Segment Open

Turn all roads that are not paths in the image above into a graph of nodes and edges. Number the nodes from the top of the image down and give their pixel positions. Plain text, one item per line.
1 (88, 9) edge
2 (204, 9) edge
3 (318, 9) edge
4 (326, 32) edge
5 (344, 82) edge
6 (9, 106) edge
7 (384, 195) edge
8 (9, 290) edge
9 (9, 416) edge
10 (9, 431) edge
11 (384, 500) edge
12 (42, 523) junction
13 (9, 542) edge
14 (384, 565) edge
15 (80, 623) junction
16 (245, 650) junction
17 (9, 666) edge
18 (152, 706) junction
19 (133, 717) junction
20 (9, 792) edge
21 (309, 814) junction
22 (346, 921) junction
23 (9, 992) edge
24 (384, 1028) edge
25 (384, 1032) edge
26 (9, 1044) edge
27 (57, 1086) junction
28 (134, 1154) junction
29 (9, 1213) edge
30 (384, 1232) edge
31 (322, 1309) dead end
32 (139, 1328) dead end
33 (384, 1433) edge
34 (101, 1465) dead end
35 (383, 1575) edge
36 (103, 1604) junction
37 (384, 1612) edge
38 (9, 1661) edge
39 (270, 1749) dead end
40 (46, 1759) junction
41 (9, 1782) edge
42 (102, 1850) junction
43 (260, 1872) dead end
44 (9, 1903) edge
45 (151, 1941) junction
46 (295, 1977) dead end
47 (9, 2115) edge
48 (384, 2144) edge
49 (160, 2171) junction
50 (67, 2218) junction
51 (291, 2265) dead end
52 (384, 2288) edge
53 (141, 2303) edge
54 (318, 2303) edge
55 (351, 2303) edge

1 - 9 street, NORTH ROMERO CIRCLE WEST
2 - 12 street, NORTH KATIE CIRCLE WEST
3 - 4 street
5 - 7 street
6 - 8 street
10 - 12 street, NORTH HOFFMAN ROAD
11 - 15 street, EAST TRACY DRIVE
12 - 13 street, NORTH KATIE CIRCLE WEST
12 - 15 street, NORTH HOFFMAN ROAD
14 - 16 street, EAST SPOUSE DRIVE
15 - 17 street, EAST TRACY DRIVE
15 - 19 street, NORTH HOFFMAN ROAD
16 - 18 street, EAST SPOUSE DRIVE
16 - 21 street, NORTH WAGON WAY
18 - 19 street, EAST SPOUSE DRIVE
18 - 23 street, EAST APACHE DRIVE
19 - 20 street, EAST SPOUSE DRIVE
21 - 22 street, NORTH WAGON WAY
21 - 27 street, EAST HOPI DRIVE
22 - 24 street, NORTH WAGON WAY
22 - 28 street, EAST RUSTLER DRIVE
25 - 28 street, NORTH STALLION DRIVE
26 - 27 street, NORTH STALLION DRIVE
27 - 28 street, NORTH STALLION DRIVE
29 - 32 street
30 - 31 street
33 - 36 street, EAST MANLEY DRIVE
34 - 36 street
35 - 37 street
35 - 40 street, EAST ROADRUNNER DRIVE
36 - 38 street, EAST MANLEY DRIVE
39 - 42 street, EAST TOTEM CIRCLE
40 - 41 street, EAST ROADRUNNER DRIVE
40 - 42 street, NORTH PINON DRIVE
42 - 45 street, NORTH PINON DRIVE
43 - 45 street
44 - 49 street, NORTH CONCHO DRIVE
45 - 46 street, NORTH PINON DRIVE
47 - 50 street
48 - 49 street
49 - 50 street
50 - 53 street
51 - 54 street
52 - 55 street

Segment Closed

*Your assignment*.
List the lines of the material in which the word "KATIE" occurs.

*Completed task*.
2 - 12 street, NORTH KATIE CIRCLE WEST
12 - 13 street, NORTH KATIE CIRCLE WEST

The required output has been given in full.